To perform a separation, a portion of the exhaust stream can be introduced into a PSA system. The portion of the exhaust stream can be withdrawn from an exhaust system at a location after the temperature and pressure of the exhaust stream have been modified (and/or after desired temperature and pressure have been obtained) for use as part of the input gas flow to the combustion reaction. At such point in the system, the exhaust stream can have a temperature from about 100° C. to about 600° C., e.g., from about 300° C. to about 550° C., from about 300° C. to about 500° C., from about 300° C. to about 450° C., from about 300° C. to about 400° C., from about 350° C. to about 600° C., from about 350° C. to about 550° C., from about 350° C. to about 500° C., from about 350° C. to about 450° C., from about 400° C. to about 600° C., from about 400° C. to about 550° C., from about 400° C. to about 500° C., from about 425° C. to about 600° C., from about 425° C. to about 550° C., from about 425° C. to about 500° C., from about 425° C. to about 460° C., from about 450° C. to about 600° C., from about 450° C. to about 550° C., from about 500° C. to about 600° C. Additionally or alternately, the temperature can be at least about 100° C., e.g., at least about 120° C., at least about 300° C., at least about 400° C., or at least about 440° C. Further additionally or alternately, the temperature can be about 575° C. or less, about 550° C. or less, about 500° C. or less, about 475° C. or less, about 460° C. or less, or about 440° C. or less. Still further additionally or alternately, the pressure of the exhaust stream can be at least about 10 bara (about 1.0 MPaa), e.g., at least about 15 bara (about 1.5 MPaa), at least about 20 bara (about 2.0 MPaa), at least about 25 bara (about 2.5 MPaa), or at least about 30 bara (about 3.0 MPaa). Yet further additionally or alternately, the pressure can be about 60 bara (6.0 MPaa) or less, e.g., about 50 bara (about 5.0 MPaa) or less, about 40 bara (about 4.0 MPaa) or less, about 35 bara (about 3.5 MPaa) or less, about 30 bara (about 3.0 MPaa) or less, about 25 bara (about 2.5 MPaa) or less, or about 22.5 bara (about 2.25 MPaa) or less. In some alternative aspects, other locations for withdrawing the portion of the exhaust stream can be selected, so long as the withdrawn portion has similar temperature and pressure values.

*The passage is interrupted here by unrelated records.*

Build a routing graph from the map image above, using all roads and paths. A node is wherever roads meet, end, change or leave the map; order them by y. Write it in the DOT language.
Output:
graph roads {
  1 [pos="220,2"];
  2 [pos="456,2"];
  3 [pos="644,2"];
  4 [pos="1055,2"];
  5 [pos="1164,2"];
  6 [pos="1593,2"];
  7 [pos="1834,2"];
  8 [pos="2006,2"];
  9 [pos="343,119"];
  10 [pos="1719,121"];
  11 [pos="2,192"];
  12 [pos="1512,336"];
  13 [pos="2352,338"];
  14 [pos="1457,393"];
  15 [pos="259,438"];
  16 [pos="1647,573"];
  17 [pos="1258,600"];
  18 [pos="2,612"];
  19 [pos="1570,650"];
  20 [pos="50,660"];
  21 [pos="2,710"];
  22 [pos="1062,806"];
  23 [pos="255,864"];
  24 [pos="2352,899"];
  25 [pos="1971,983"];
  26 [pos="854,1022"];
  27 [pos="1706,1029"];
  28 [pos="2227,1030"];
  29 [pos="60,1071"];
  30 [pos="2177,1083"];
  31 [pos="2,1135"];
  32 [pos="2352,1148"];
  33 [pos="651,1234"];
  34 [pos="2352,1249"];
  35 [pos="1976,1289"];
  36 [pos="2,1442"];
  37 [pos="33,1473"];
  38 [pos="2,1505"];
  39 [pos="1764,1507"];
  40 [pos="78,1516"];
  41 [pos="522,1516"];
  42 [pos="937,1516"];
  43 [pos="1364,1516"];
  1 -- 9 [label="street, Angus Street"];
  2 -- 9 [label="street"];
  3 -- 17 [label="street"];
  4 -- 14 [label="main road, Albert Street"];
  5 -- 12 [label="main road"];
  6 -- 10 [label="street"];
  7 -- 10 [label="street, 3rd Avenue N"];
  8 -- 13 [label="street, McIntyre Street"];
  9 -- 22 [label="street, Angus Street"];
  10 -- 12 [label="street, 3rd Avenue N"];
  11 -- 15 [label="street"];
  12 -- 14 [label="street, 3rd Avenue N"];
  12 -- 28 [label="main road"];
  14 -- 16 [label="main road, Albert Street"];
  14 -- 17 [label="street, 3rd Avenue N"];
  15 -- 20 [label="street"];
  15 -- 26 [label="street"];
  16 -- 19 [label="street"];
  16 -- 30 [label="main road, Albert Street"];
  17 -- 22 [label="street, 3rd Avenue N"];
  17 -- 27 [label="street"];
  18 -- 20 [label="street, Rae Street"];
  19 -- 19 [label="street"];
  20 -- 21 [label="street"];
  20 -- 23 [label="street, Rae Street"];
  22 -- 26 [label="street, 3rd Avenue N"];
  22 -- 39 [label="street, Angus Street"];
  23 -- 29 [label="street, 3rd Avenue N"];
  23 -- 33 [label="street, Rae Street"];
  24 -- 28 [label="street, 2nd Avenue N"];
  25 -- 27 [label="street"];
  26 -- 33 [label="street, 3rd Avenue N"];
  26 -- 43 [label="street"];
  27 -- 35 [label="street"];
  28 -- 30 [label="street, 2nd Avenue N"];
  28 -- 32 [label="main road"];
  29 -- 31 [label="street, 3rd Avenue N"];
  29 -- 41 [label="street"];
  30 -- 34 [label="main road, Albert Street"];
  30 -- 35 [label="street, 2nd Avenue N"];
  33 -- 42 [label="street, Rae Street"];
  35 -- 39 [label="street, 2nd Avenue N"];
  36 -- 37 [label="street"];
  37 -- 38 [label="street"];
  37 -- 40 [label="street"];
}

In some aspects, the exhaust stream can be introduced into the PSA system at a separation temperature and a separation pressure that can correspond to the temperature and pressure of the exhaust stream upon exit from the fuel-rich combustion. However, some variation in temperature and/or pressure may occur between withdrawal of the portion of the exhaust stream from the system and introduction of the exhaust stream into the PSA system. For example, the separation temperature for the portion of the exhaust stream introduced into the PSA system can differ from the temperature in the system by about 20° C. or less, e.g., by about 15° C. or less or by about 10° C. or less. It is noted that, although having the same temperature for the separation temperature and the temperature in the exhaust stream (i.e., a difference of approximately 0° C.) is included within the enumerated differences, in some rare embodiments the temperature differences can optionally exclude 0° C. Additionally or alternately, the separation pressure for the portion of the exhaust stream introduced into the PSA system can differ from the pressure in the system by about 5 bar (0.5 MPa) or less, e.g., about 2 bara (0.2 MPa) or less, about 1 bara (about 0.1 MPa) or less, or about 0.5 bar (about 50 kPa) or less.
With reference to
After the feed is stopped, the pressure in the CO2 swing adsorption reactor can be reduced, e.g., using one or more blow down processes. In a blow down process, one or both sides of a PSA reactor can be opened to allow pressure to release in the form of a blow down gas stream. The blow down gas stream can generally include a majority portion of N2 and can also typically include some CO2. The amount of adsorbed CO2 released in the blow down process(es) can depend on the nature of the adsorbent. In some conventional PSA reactors, the blow down gas stream can be exhausted from the feed input side of the reactor. Alternatively, one or more blow down gas streams can be exhausted from the product side of the reactor. For example, one option can include having an initial blow down process exiting from the product side of the reactor followed by a second blow down process allowing a gas stream to exit from both sides of the reactor. The blow down process(es) can reduce the pressure in the reactor to a value from about 0.9 bara (about 90 kPaa) to about 3.0 bara (about 0.3 MPaa), e.g., from about 1.0 bara (about 0.1 MPaa) to about 3.0 bara (about 0.3 MPaa), from about 1.1 bara (about 110 kPaa) to about 3.0 bara (about 0.3 MPaa), from about 1.3 bara (about 130 kPaa) to about 3.0 bara (about 0.3 MPaa), from about 0.9 bara (about 90 kPaa) to about 2.6 bara (about 260 kPaa), from about 1.0 bara (about 0.1 MPaa) to about 2.6 bara (about 260 kPaa), from about 1.1 bara (about 110 kPaa) to about 2.6 bara (about 260 kPaa), from about 1.3 bara (about 130 kPaa) to about 2.6 bara (about 260 kPaa), from about 0.9 bara (about 90 kPaa) to about 2.0 bara (about 0.2 MPaa), from about 1.0 bara (about 0.1 MPaa) to about 2.0 bara (about 0.2 MPaa), from about 1.1 bara (about 110 kPaa) to about 2.0 bara (about 0.2 MPaa), or from about 1.3 bara (about 130 kPaa) to about 2.0 bara (about 0.2 MPaa). In many embodiments, maintaining a pressure above atmospheric pressure in the reactor can assist with the adsorbent retaining CO2 until a subsequent purge step when desorption is desired. In some embodiments, the length of time for the blow down processes can be from about 30 seconds to about 120 seconds.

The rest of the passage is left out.